Nanohybrids and Interactive polymers

The core research activity of our Group centers on the molecular and multifunctional design of new nanostructured polymer materials and nanohybrids with prop./applic. of high technological interest in Biomedicine, Optoelectronics, Energy and Environment.

Specifically:

1- Development and application of strategies to yield new monomers and mono-/multi-functional polymers.

Design and synthesis of new monomers and of co-/polymers with size, nanostructure, morphology and/or controlled functionality able to respond to external stimuli (T, pH, light or electromagnetic field), mainly by controlled radical polymerization (RAFT/-PISA). The new functional polymers are designed to promote an efficient hybridization between components with distinct characteristics and/or properties to preserve or improve their intrinsic properties or, even, provide new ones, such as stability, water solubility or response to stimuli (pH, light and/or T). Other polymers develop their own nanostructure providing support to “in situ” generation of inorganic nanostructures and obtain new hybrid nanomaterials with optimized properties.

2- Development of new straightforward protocols enabling a versatile and efficient hybridization between components with distinct characteristics, to obtain new multicomponent nanohybrids.

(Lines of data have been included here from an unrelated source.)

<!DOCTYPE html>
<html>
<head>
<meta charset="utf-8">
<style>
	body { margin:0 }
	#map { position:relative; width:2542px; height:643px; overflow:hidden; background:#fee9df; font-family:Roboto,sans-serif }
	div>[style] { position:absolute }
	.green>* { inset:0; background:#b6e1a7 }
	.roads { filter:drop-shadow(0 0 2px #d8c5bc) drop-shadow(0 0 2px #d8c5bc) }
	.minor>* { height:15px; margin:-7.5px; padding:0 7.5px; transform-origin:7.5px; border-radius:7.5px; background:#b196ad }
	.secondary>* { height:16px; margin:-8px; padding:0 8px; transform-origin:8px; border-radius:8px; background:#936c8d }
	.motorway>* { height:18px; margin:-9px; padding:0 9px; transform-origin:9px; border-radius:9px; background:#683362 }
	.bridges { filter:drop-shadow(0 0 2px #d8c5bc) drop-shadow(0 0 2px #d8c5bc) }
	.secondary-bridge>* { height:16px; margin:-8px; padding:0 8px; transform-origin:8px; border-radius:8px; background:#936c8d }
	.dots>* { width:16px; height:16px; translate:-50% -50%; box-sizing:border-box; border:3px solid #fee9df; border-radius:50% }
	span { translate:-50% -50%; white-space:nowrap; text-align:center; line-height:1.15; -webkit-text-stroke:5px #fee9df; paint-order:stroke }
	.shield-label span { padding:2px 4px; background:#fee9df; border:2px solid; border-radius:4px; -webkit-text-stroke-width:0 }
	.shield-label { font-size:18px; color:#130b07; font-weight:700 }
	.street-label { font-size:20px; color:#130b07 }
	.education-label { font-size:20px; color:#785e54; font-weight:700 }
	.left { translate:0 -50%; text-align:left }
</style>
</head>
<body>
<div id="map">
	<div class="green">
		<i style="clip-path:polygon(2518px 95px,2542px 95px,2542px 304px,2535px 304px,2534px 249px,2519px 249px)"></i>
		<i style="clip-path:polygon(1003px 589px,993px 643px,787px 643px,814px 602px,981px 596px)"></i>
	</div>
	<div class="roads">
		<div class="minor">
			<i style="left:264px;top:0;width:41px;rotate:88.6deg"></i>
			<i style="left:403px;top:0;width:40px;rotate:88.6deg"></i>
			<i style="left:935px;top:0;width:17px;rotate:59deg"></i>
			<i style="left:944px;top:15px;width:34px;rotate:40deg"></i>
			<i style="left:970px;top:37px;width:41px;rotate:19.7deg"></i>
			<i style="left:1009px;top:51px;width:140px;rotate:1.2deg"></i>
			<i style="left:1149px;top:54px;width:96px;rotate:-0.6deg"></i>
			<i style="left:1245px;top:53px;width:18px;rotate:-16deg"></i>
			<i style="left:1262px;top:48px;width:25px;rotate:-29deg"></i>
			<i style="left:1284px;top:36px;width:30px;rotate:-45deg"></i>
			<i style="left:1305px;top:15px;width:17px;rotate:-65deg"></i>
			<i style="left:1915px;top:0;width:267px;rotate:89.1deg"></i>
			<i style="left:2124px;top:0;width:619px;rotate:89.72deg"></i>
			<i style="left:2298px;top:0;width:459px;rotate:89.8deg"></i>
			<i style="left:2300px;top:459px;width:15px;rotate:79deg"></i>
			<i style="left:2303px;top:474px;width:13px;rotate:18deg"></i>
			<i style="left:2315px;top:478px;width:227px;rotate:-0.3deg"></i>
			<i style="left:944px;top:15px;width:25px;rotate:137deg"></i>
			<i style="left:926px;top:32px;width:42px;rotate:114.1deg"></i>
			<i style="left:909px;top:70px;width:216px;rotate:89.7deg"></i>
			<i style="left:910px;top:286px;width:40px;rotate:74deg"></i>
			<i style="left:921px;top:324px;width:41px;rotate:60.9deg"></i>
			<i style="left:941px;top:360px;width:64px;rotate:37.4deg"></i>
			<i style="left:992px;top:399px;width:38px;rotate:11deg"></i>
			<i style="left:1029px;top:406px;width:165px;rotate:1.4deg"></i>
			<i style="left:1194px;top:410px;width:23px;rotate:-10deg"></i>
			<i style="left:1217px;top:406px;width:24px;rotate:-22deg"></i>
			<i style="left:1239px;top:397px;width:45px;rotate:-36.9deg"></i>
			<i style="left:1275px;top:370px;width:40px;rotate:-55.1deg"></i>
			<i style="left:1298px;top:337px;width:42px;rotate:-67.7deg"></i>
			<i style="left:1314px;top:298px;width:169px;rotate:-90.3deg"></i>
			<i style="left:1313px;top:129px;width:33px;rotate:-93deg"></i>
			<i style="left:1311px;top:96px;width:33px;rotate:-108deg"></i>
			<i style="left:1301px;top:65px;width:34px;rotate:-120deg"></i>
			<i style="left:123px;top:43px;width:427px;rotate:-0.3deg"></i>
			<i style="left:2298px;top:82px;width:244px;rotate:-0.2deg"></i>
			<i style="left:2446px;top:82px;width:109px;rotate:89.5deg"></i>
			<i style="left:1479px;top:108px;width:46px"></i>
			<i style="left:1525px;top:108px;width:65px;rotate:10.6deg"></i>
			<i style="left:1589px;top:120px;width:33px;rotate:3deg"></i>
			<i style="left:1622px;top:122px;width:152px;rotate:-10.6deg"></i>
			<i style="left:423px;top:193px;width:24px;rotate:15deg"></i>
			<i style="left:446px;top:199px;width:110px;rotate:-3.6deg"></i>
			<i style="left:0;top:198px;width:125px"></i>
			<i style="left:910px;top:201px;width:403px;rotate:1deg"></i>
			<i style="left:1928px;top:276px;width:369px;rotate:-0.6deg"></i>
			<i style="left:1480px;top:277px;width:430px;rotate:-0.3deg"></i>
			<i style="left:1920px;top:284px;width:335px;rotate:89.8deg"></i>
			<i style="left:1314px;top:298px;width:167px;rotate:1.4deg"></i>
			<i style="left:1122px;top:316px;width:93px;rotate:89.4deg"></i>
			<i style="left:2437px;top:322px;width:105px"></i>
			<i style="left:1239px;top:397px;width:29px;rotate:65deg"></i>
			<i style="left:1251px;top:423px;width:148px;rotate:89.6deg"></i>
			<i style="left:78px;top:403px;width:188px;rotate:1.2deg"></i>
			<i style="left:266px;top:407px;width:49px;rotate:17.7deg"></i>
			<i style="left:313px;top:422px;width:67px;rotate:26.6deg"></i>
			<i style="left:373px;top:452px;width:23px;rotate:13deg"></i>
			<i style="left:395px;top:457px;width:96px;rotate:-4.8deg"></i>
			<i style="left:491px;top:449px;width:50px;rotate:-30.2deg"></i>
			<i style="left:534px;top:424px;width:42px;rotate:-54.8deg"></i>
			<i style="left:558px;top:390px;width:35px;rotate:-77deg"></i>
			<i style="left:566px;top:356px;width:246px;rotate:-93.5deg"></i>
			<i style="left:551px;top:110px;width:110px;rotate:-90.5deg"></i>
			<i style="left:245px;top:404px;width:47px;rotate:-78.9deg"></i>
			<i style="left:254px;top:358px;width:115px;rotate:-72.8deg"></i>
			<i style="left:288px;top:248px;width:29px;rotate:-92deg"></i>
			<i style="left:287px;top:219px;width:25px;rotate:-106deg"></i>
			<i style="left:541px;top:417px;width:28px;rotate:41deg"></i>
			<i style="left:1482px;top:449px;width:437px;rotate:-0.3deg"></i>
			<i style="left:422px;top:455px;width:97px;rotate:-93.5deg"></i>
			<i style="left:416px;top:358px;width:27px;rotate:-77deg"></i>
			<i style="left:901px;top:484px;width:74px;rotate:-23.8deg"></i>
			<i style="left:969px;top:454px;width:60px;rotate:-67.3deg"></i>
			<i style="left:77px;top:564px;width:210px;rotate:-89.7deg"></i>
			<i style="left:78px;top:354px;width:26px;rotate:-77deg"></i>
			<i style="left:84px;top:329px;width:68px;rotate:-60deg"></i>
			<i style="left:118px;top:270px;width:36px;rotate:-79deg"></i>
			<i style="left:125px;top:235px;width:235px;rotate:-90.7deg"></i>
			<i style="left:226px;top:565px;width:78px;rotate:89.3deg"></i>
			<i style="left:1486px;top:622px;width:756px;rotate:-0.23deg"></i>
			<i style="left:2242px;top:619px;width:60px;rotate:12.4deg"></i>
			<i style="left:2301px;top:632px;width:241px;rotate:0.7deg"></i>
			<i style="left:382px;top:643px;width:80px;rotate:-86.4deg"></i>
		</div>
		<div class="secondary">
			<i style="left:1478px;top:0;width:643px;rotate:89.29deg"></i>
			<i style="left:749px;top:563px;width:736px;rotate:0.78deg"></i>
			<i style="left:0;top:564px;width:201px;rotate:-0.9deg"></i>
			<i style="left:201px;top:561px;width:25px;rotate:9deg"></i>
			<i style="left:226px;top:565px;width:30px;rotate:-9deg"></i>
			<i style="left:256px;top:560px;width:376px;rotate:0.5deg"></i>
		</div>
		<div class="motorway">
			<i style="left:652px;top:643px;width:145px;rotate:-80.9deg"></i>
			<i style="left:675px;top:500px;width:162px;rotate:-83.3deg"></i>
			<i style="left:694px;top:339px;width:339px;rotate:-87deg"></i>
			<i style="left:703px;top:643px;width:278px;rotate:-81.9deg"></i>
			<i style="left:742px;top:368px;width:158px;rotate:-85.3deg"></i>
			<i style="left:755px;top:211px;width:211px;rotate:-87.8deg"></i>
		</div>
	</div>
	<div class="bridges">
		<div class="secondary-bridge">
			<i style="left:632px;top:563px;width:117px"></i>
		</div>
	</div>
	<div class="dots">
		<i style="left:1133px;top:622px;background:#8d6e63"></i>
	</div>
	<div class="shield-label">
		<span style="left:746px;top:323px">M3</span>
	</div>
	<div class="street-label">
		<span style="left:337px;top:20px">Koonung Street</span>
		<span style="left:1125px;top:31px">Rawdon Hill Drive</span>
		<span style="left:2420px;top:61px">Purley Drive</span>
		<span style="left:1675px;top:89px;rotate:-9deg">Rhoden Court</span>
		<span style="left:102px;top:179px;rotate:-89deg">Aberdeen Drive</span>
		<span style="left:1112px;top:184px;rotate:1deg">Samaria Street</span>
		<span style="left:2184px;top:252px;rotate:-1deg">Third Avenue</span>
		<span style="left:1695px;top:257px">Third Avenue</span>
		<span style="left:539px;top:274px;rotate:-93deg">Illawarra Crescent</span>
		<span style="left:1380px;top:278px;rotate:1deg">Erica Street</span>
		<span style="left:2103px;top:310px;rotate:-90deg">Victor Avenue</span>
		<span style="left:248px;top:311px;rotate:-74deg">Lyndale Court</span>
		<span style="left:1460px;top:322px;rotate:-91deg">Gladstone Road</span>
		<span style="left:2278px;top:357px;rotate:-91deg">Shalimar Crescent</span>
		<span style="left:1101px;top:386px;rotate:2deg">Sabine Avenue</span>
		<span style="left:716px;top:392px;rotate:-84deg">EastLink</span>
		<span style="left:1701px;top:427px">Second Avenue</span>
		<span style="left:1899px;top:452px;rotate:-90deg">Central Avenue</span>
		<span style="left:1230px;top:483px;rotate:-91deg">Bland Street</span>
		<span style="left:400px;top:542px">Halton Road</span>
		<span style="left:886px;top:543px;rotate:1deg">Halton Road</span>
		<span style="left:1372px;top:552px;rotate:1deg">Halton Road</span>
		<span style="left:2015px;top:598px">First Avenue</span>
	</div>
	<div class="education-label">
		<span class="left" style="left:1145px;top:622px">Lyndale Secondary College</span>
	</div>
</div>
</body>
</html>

The new monomers and polymers are used to afford new hybridization strategies, optimizing the experimental conditions based on the applied polymerization procedure, the polymer functional groups (type, number and distribution) and the NPs characteristics (nature, properties, size, geometry, aggregation):

2.1- Synthesis of polymer nanohybrids based on noble metals (Au, Ag): Optimization of their optical and electronic properties by controlling the size, aggregates and polymer coating. Obtain metallic NPs sensitive to pH and/or T through coatings with smart polymers sensitive to stimuli. Development of detection devices based on LSPR and SERS. Study applications on photodynamic therapy, drug delivery and bioimaging.

2.2- Synthesis of photoluminescent polymer nanohybrids (Cu, Au, Ag, ZnO): Synthesis and polymer functionalization of semiconductor nanoclusters and Quantum Dots, hydrophilic and hydrophobic. Study their photoluminescent properties and biomedical applications in diagnostic and therapeutic procedures. Development of coating and encapsulation techniques in polymer systems to preserve and/or enhance their photoluminescent properties, improve their colloidal stability and reduce their toxicity.

2.3- Synthesis of polymer nanohybrids with magnetic properties: Design and synthesis of magnetic NPs and hybrids (noble metals-magnetic NPs) to be used as contrast, therapeutic, drug and cell delivery agents. Study their magnetic properties and applications as sensors and therapeutic agents.

3- Development of innovative materials based on polymer nanocomposites and study correlations between structure, morphology and molecular and ionic transport.

3.1- Design of new mixed polymer membranes highly selective for gas separation, using common polymers and porous polymer fillers with catalytic activity (i.e., functional polyphenylenes or knitting aryl polymers) or organometallic nanofillers (MOF/ZIF) of interest in very diverse applications, such as gas sequestration and energy conversion.

3.2- Study transport properties of gases to advance knowledge on the physicochemical mechanisms involved. NMR spectroscopy, particularly suited to investigate the gas behavior in experimental conditions close to real ones, and BDS (Broadband Dielectric Spectroscopy) are used to assess the structure and molecular dynamics in the hybrid membranes.